The worms crawl in, the worms crawl out The worms play pinochle on your snout
They eat your eyes, they eat your nose They eat the jelly between your toes
They eat your clothes, they eat your hat They crawl in skinny, and crawl out fat
Your teeth fall in and your eyes pop out, Your brains come trickling down your snout.
Then you turn disgustingly green Your skin as slimy as whipping cream.
So next time you see the hearse go by Watch out! You may be the next to die!
That is messed up.Giphy
Rock-a-bye Baby. What's a baby doing in a tree? And the baby falls which is horrible.
The damn cradle is in the tree as well.
Woah, never thought of it that way.
Growing up (early 80s), we'd all put our dukes (fists) in and sing little rhymes to determine who would be IT for our form of tag (Bloody Murder).
I swear on my life, we sang:
Eenie, meenie, minie, moe, catch a TIGER by the toe. If he hollers, let him go. Out goes you.
I remember my mom yelling at us saying we were not allow to sing it because it was racist. I've never seen her so angry. We never sang it again. Flash forward to my 20s when I learned that tiger used to be the N-word and then my mom's banning of the song made so much sense. I don't know the history of the rhyme but I am sure it does not have the most pleasant history.
"Mary, Mary, quite contrary, How does your garden grow? With silver bells, and cockle shells, And pretty maids all in a row"
Found out a few years ago it was about Queen Mary of England and Silver bells, cockle shells are torture devices.
Classic nursery rhyme.Giphy
Lizzie Borden took an ax
Gave her Mother forty whacks
When she saw what she had done
she gave her father forty one.
Based on the real life Lizzie Borden who killed her parents.
Never wake up.
I remember one from my childhood. It goes: "Guten Abend, gut' Nacht, mit Rosen bedacht, mit Näglein besteckt, schlupf unter die Deck. Morgen früh, wenn Gott will, wirst du wieder geweckt, morgen früh, wenn Gott will, wirst du wieder geweckt."
Which translates to: "Good evening, and good night, With roses adorned, With carnations covered, Slip under the covers.

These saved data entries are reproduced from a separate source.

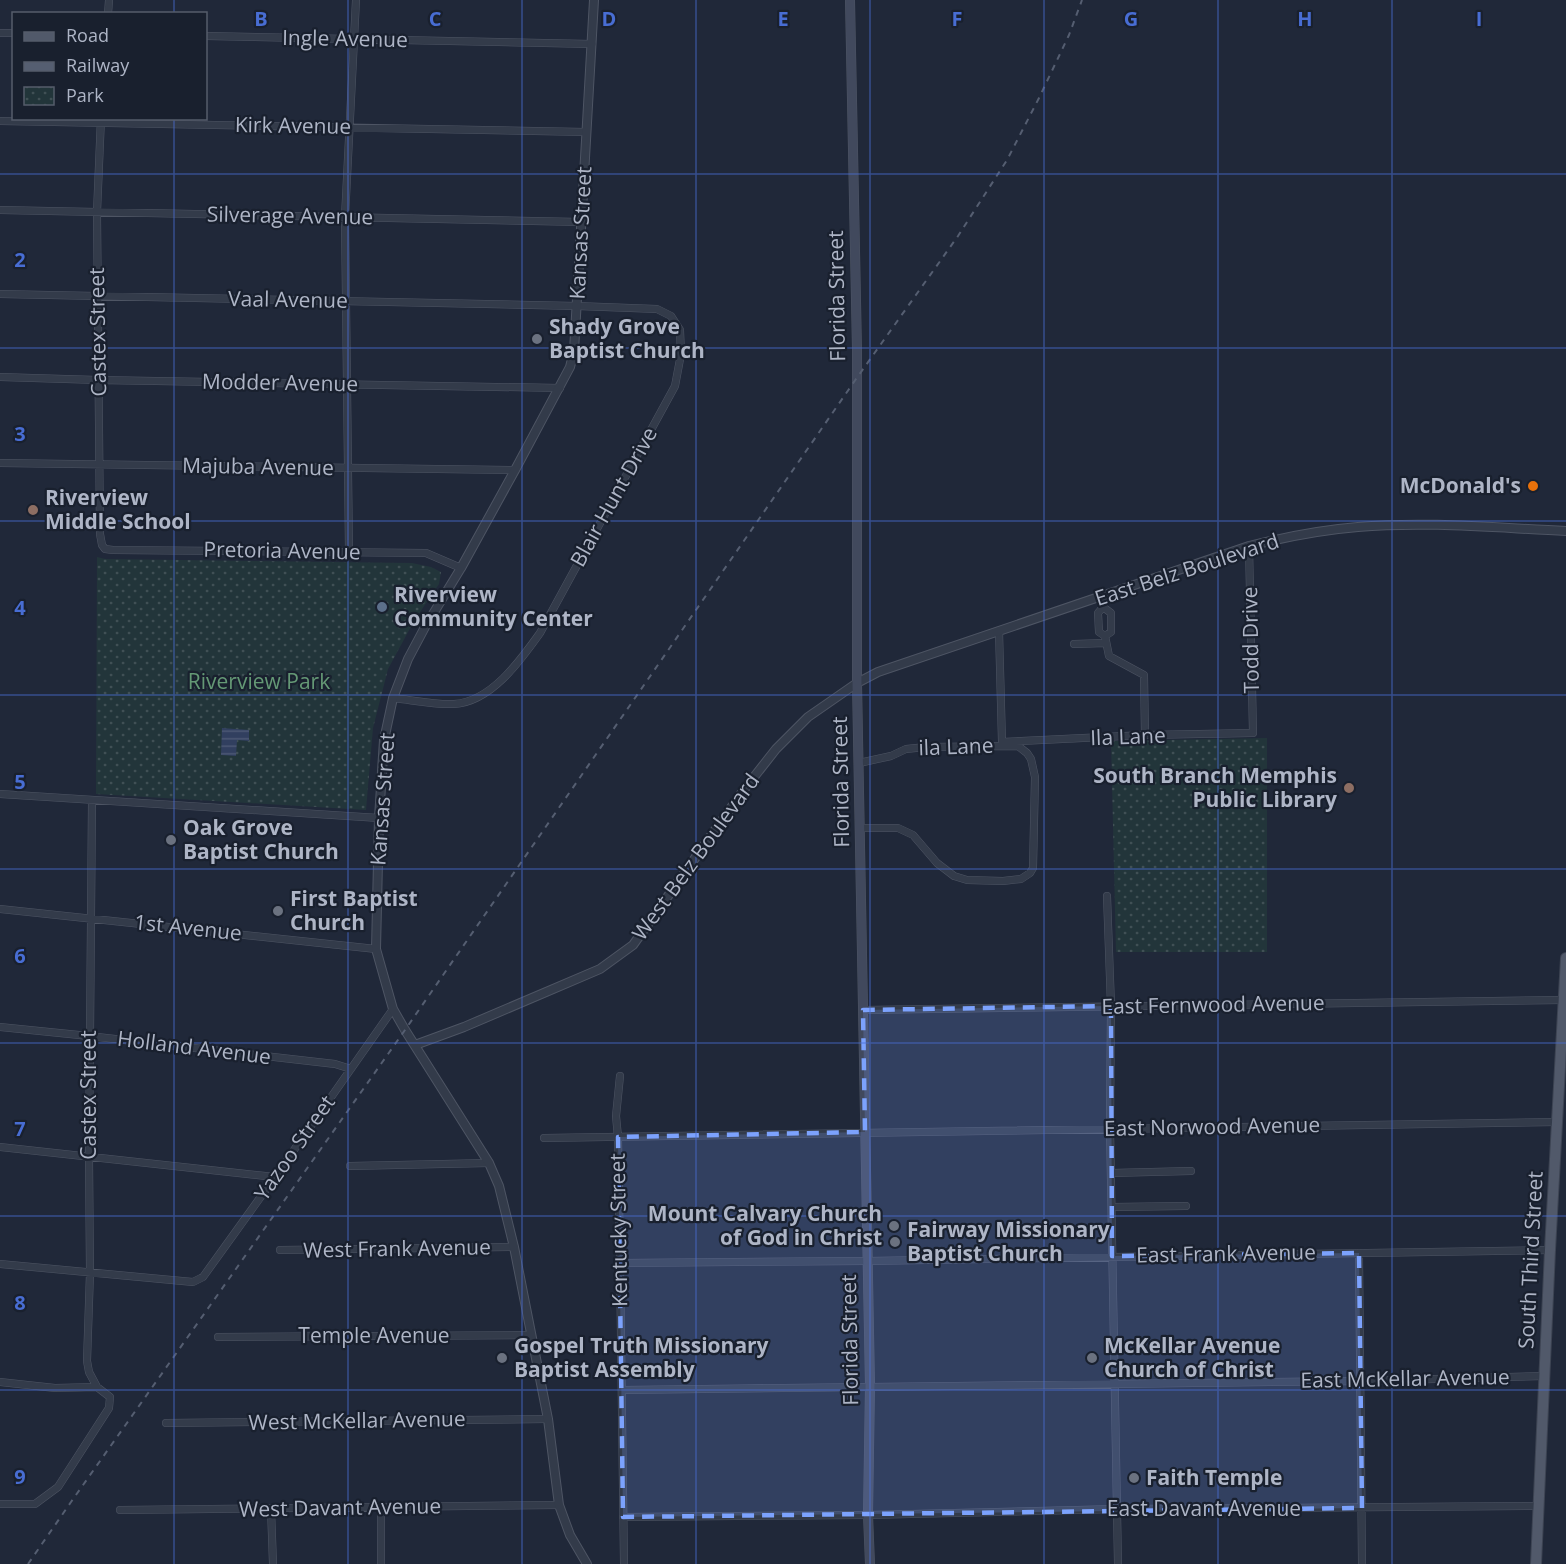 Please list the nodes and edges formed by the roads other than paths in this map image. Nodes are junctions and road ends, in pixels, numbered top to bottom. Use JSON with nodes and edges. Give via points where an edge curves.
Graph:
{"nodes":[{"id":1,"x":356,"y":0,"type":"edge"},
{"id":2,"x":594,"y":0,"type":"edge"},
{"id":3,"x":850,"y":0,"type":"edge"},
{"id":4,"x":207,"y":36,"type":"edge"},
{"id":5,"x":354,"y":39,"type":"junction"},
{"id":6,"x":592,"y":44,"type":"junction"},
{"id":7,"x":0,"y":121,"type":"edge"},
{"id":8,"x":100,"y":121,"type":"edge"},
{"id":9,"x":348,"y":127,"type":"junction"},
{"id":10,"x":586,"y":132,"type":"junction"},
{"id":11,"x":0,"y":210,"type":"edge"},
{"id":12,"x":97,"y":212,"type":"junction"},
{"id":13,"x":345,"y":217,"type":"junction"},
{"id":14,"x":581,"y":222,"type":"junction"},
{"id":15,"x":0,"y":294,"type":"edge"},
{"id":16,"x":97,"y":297,"type":"junction"},
{"id":17,"x":345,"y":301,"type":"junction"},
{"id":18,"x":577,"y":306,"type":"junction"},
{"id":19,"x":0,"y":377,"type":"edge"},
{"id":20,"x":98,"y":380,"type":"junction"},
{"id":21,"x":346,"y":384,"type":"junction"},
{"id":22,"x":560,"y":388,"type":"junction"},
{"id":23,"x":0,"y":463,"type":"edge"},
{"id":24,"x":99,"y":464,"type":"junction"},
{"id":25,"x":347,"y":468,"type":"junction"},
{"id":26,"x":515,"y":470,"type":"junction"},
{"id":27,"x":1566,"y":531,"type":"edge"},
{"id":28,"x":102,"y":545,"type":"joint"},
{"id":29,"x":1249,"y":546,"type":"junction"},
{"id":30,"x":349,"y":552,"type":"junction"},
{"id":31,"x":460,"y":568,"type":"junction"},
{"id":32,"x":1102,"y":597,"type":"junction"},
{"id":33,"x":1103,"y":607,"type":"junction"},
{"id":34,"x":999,"y":631,"type":"junction"},
{"id":35,"x":1105,"y":640,"type":"junction"},
{"id":36,"x":1074,"y":644,"type":"dead end"},
{"id":37,"x":857,"y":683,"type":"junction"},
{"id":38,"x":393,"y":698,"type":"junction"},
{"id":39,"x":1253,"y":733,"type":"joint"},
{"id":40,"x":1145,"y":735,"type":"junction"},
{"id":41,"x":859,"y":763,"type":"junction"},
{"id":42,"x":0,"y":794,"type":"edge"},
{"id":43,"x":92,"y":800,"type":"junction"},
{"id":44,"x":379,"y":818,"type":"junction"},
{"id":45,"x":860,"y":828,"type":"junction"},
{"id":46,"x":1107,"y":896,"type":"dead end"},
{"id":47,"x":0,"y":909,"type":"edge"},
{"id":48,"x":90,"y":918,"type":"junction"},
{"id":49,"x":376,"y":949,"type":"junction"},
{"id":50,"x":1566,"y":958,"type":"edge"},
{"id":51,"x":1564,"y":1000,"type":"junction"},
{"id":52,"x":1111,"y":1006,"type":"junction"},
{"id":53,"x":393,"y":1008,"type":"junction"},
{"id":54,"x":863,"y":1010,"type":"junction"},
{"id":55,"x":0,"y":1027,"type":"edge"},
{"id":56,"x":90,"y":1036,"type":"junction"},
{"id":57,"x":415,"y":1045,"type":"junction"},
{"id":58,"x":351,"y":1069,"type":"junction"},
{"id":59,"x":620,"y":1076,"type":"dead end"},
{"id":60,"x":1558,"y":1122,"type":"junction"},
{"id":61,"x":1110,"y":1128,"type":"junction"},
{"id":62,"x":865,"y":1132,"type":"junction"},
{"id":63,"x":618,"y":1137,"type":"junction"},
{"id":64,"x":544,"y":1138,"type":"dead end"},
{"id":65,"x":0,"y":1147,"type":"edge"},
{"id":66,"x":89,"y":1156,"type":"junction"},
{"id":67,"x":489,"y":1163,"type":"junction"},
{"id":68,"x":350,"y":1166,"type":"dead end"},
{"id":69,"x":1191,"y":1171,"type":"dead end"},
{"id":70,"x":1111,"y":1173,"type":"junction"},
{"id":71,"x":275,"y":1177,"type":"junction"},
{"id":72,"x":1185,"y":1206,"type":"dead end"},
{"id":73,"x":1112,"y":1207,"type":"junction"},
{"id":74,"x":514,"y":1247,"type":"junction"},
{"id":75,"x":280,"y":1250,"type":"dead end"},
{"id":76,"x":1550,"y":1250,"type":"junction"},
{"id":77,"x":1359,"y":1253,"type":"junction"},
{"id":78,"x":1112,"y":1256,"type":"junction"},
{"id":79,"x":867,"y":1261,"type":"junction"},
{"id":80,"x":620,"y":1263,"type":"junction"},
{"id":81,"x":0,"y":1264,"type":"edge"},
{"id":82,"x":90,"y":1273,"type":"junction"},
{"id":83,"x":531,"y":1335,"type":"junction"},
{"id":84,"x":218,"y":1337,"type":"dead end"},
{"id":85,"x":1545,"y":1376,"type":"junction"},
{"id":86,"x":1361,"y":1381,"type":"junction"},
{"id":87,"x":0,"y":1382,"type":"edge"},
{"id":88,"x":1114,"y":1384,"type":"junction"},
{"id":89,"x":870,"y":1386,"type":"junction"},
{"id":90,"x":97,"y":1388,"type":"junction"},
{"id":91,"x":622,"y":1390,"type":"junction"},
{"id":92,"x":548,"y":1419,"type":"junction"},
{"id":93,"x":166,"y":1423,"type":"dead end"},
{"id":94,"x":0,"y":1504,"type":"edge"},
{"id":95,"x":559,"y":1505,"type":"junction"},
{"id":96,"x":1539,"y":1506,"type":"junction"},
{"id":97,"x":381,"y":1508,"type":"junction"},
{"id":98,"x":1362,"y":1508,"type":"junction"},
{"id":99,"x":271,"y":1509,"type":"junction"},
{"id":100,"x":1117,"y":1509,"type":"junction"},
{"id":101,"x":120,"y":1510,"type":"dead end"},
{"id":102,"x":868,"y":1515,"type":"junction"},
{"id":103,"x":623,"y":1517,"type":"junction"},
{"id":104,"x":273,"y":1564,"type":"edge"},
{"id":105,"x":381,"y":1564,"type":"edge"},
{"id":106,"x":587,"y":1564,"type":"edge"},
{"id":107,"x":624,"y":1564,"type":"edge"},
{"id":108,"x":870,"y":1564,"type":"edge"},
{"id":109,"x":1118,"y":1564,"type":"edge"},
{"id":110,"x":1362,"y":1564,"type":"edge"},
{"id":111,"x":1536,"y":1564,"type":"edge"}],
"edges":[{"from":1,"to":5,"type":"street"},
{"from":2,"to":6,"type":"street","name":"Kansas Street"},
{"from":3,"to":37,"type":"main road","name":"Florida Street","via":[[857,350]]},
{"from":4,"to":5,"type":"street","name":"Ingle Avenue"},
{"from":5,"to":6,"type":"street","name":"Ingle Avenue"},
{"from":5,"to":9,"type":"street"},
{"from":6,"to":10,"type":"street","name":"Kansas Street"},
{"from":7,"to":8,"type":"street","name":"Kirk Avenue"},
{"from":8,"to":9,"type":"street","name":"Kirk Avenue"},
{"from":8,"to":12,"type":"street","name":"Castex Street"},
{"from":9,"to":10,"type":"street","name":"Kirk Avenue"},
{"from":9,"to":13,"type":"street"},
{"from":10,"to":14,"type":"street","name":"Kansas Street"},
{"from":11,"to":12,"type":"street","name":"Silverage Avenue"},
{"from":12,"to":13,"type":"street","name":"Silverage Avenue"},
{"from":12,"to":16,"type":"street","name":"Castex Street"},
{"from":13,"to":14,"type":"street","name":"Silverage Avenue"},
{"from":13,"to":17,"type":"street"},
{"from":14,"to":18,"type":"street","name":"Kansas Street"},
{"from":15,"to":16,"type":"street","name":"Vaal Avenue"},
{"from":16,"to":17,"type":"street","name":"Vaal Avenue"},
{"from":16,"to":20,"type":"street","name":"Castex Street"},
{"from":17,"to":18,"type":"street","name":"Vaal Avenue"},
{"from":17,"to":21,"type":"street"},
{"from":18,"to":22,"type":"street","name":"Kansas Street","via":[[574,351]]},
{"from":18,"to":38,"type":"street","name":"Blair Hunt Drive","via":[[657,309],[671,316],[680,330],[681,354],[675,386],[523,658],[491,690],[470,702]]},
{"from":19,"to":20,"type":"street","name":"Modder Avenue"},
{"from":20,"to":21,"type":"street","name":"Modder Avenue"},
{"from":20,"to":24,"type":"street","name":"Castex Street"},
{"from":21,"to":22,"type":"street","name":"Modder Avenue"},
{"from":21,"to":25,"type":"street"},
{"from":22,"to":26,"type":"street","name":"Kansas Street"},
{"from":23,"to":24,"type":"street","name":"Majuba Avenue"},
{"from":24,"to":25,"type":"street","name":"Majuba Avenue"},
{"from":24,"to":28,"type":"street","name":"Castex Street"},
{"from":25,"to":26,"type":"street","name":"Majuba Avenue"},
{"from":25,"to":30,"type":"street"},
{"from":26,"to":31,"type":"street","name":"Kansas Street"},
{"from":27,"to":29,"type":"street","name":"East Belz Boulevard","via":[[1414,525],[1358,527]]},
{"from":28,"to":30,"type":"street","name":"Pretoria Avenue","via":[[112,550]]},
{"from":29,"to":32,"type":"street","name":"East Belz Boulevard"},
{"from":29,"to":39,"type":"street","name":"Todd Drive"},
{"from":30,"to":31,"type":"street","name":"Pretoria Avenue","via":[[426,553]]},
{"from":31,"to":38,"type":"street","name":"Kansas Street","via":[[424,627]]},
{"from":32,"to":33,"type":"street"},
{"from":32,"to":34,"type":"street","name":"East Belz Boulevard"},
{"from":33,"to":35,"type":"street","via":[[1098,613],[1099,632]]},
{"from":33,"to":35,"type":"street","via":[[1111,613],[1111,632]]},
{"from":34,"to":37,"type":"street","name":"East Belz Boulevard","via":[[878,672]]},
{"from":34,"to":40,"type":"street","name":"Ila Lane","via":[[1002,742]]},
{"from":35,"to":36,"type":"street"},
{"from":35,"to":40,"type":"street","via":[[1108,656],[1144,675]]},
{"from":37,"to":41,"type":"main road","name":"Florida Street"},
{"from":37,"to":57,"type":"street","name":"West Belz Boulevard","via":[[808,717],[776,749],[633,945],[600,969]]},
{"from":38,"to":44,"type":"street","name":"Kansas Street","via":[[384,740]]},
{"from":39,"to":40,"type":"street","name":"Ila Lane"},
{"from":41,"to":45,"type":"main road","name":"Florida Street"},
{"from":41,"to":45,"type":"street","name":"ila Lane","via":[[906,749],[1018,746],[1031,759],[1035,777],[1033,868],[1021,879],[967,880],[937,863],[913,835],[898,828]]},
{"from":42,"to":43,"type":"street"},
{"from":43,"to":44,"type":"street"},
{"from":43,"to":48,"type":"street","name":"Castex Street"},
{"from":44,"to":49,"type":"street","name":"Kansas Street"},
{"from":45,"to":54,"type":"main road","name":"Florida Street"},
{"from":46,"to":52,"type":"street"},
{"from":47,"to":48,"type":"street","name":"1st Avenue"},
{"from":48,"to":49,"type":"street","name":"1st Avenue"},
{"from":48,"to":56,"type":"street","name":"Castex Street"},
{"from":49,"to":53,"type":"street","name":"Kansas Street"},
{"from":50,"to":51,"type":"main road","name":"South Third Street"},
{"from":51,"to":52,"type":"street","name":"East Fernwood Avenue"},
{"from":51,"to":60,"type":"main road","name":"South Third Street"},
{"from":52,"to":54,"type":"street","name":"East Fernwood Avenue"},
{"from":52,"to":61,"type":"street"},
{"from":53,"to":57,"type":"street","name":"Kansas Street"},
{"from":53,"to":58,"type":"street","name":"Yazoo Street"},
{"from":54,"to":62,"type":"main road","name":"Florida Street"},
{"from":55,"to":56,"type":"street","name":"Holland Avenue"},
{"from":56,"to":58,"type":"street","name":"Holland Avenue"},
{"from":56,"to":66,"type":"street","name":"Castex Street"},
{"from":57,"to":67,"type":"street","name":"Kansas Street"},
{"from":58,"to":71,"type":"street","name":"Yazoo Street"},
{"from":59,"to":63,"type":"street","name":"Kentucky Street"},
{"from":60,"to":61,"type":"street","name":"East Norwood Avenue"},
{"from":60,"to":76,"type":"main road","name":"South Third Street"},
{"from":61,"to":62,"type":"street","name":"East Norwood Avenue"},
{"from":61,"to":70,"type":"street"},
{"from":62,"to":63,"type":"street","name":"East Norwood Avenue"},
{"from":62,"to":79,"type":"main road","name":"Florida Street"},
{"from":63,"to":64,"type":"street","name":"East Norwood Avenue"},
{"from":63,"to":80,"type":"street","name":"Kentucky Street"},
{"from":65,"to":66,"type":"street"},
{"from":66,"to":71,"type":"street"},
{"from":66,"to":82,"type":"street","name":"Castex Street"},
{"from":67,"to":68,"type":"street"},
{"from":67,"to":74,"type":"street","name":"Kansas Street","via":[[499,1186]]},
{"from":69,"to":70,"type":"street"},
{"from":70,"to":73,"type":"street"},
{"from":71,"to":82,"type":"street","name":"Yazoo Street","via":[[203,1277],[194,1282]]},
{"from":72,"to":73,"type":"street"},
{"from":73,"to":78,"type":"street"},
{"from":74,"to":75,"type":"street","name":"West Frank Avenue"},
{"from":74,"to":83,"type":"street","name":"Kansas Street"},
{"from":76,"to":77,"type":"street","name":"East Frank Avenue"},
{"from":76,"to":85,"type":"main road","name":"South Third Street"},
{"from":77,"to":78,"type":"street","name":"East Frank Avenue"},
{"from":77,"to":86,"type":"street"},
{"from":78,"to":79,"type":"street","name":"East Frank Avenue"},
{"from":78,"to":88,"type":"street"},
{"from":79,"to":80,"type":"street"},
{"from":79,"to":89,"type":"main road","name":"Florida Street"},
{"from":80,"to":91,"type":"street","name":"Kentucky Street"},
{"from":81,"to":82,"type":"street"},
{"from":82,"to":90,"type":"street","name":"Castex Street","via":[[87,1361]]},
{"from":83,"to":84,"type":"street","name":"Temple Avenue"},
{"from":83,"to":92,"type":"street","name":"Kansas Street"},
{"from":85,"to":86,"type":"street","name":"East McKellar Avenue"},
{"from":85,"to":96,"type":"main road","name":"South Third Street"},
{"from":86,"to":88,"type":"street","name":"East McKellar Avenue"},
{"from":86,"to":98,"type":"street"},
{"from":87,"to":90,"type":"street"},
{"from":88,"to":89,"type":"street","name":"East McKellar Avenue"},
{"from":88,"to":100,"type":"street"},
{"from":89,"to":91,"type":"street"},
{"from":89,"to":102,"type":"main road","name":"Florida Street"},
{"from":90,"to":94,"type":"street","via":[[110,1397],[109,1408],[58,1486],[35,1504]]},
{"from":91,"to":103,"type":"street","name":"Kentucky Street"},
{"from":92,"to":93,"type":"street","name":"West McKellar Avenue"},
{"from":92,"to":95,"type":"street","name":"Kansas Street"},
{"from":95,"to":97,"type":"street","name":"West Davant Avenue"},
{"from":95,"to":106,"type":"street","name":"Kansas Street"},
{"from":96,"to":98,"type":"street","name":"East Davant Avenue"},
{"from":96,"to":111,"type":"main road","name":"South Third Street"},
{"from":97,"to":99,"type":"street","name":"West Davant Avenue"},
{"from":97,"to":105,"type":"street"},
{"from":98,"to":100,"type":"street","name":"East Davant Avenue"},
{"from":98,"to":110,"type":"street"},
{"from":99,"to":101,"type":"street","name":"West Davant Avenue"},
{"from":99,"to":104,"type":"street"},
{"from":100,"to":102,"type":"street","name":"East Davant Avenue"},
{"from":100,"to":109,"type":"street"},
{"from":102,"to":103,"type":"street"},
{"from":102,"to":108,"type":"main road","name":"Florida Street"},
{"from":103,"to":107,"type":"street","name":"Kentucky Street"}]}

Early tomorrow, so God willing, you will wake once again."
The part with the roses and carnations always reminded me of throwing flowers into the grave during funerals. And the last part implies that you might as well not wake up the next morning.
That's one way to teach them.
I can't back this up and this definitely isn't the most disturbing one on here but I've always thought that "it's raining, it's pouring. The old man is snoring. He went to bed, and he bumped his head, and he didn't get up in the morning." Was trying to teach kids about concussions.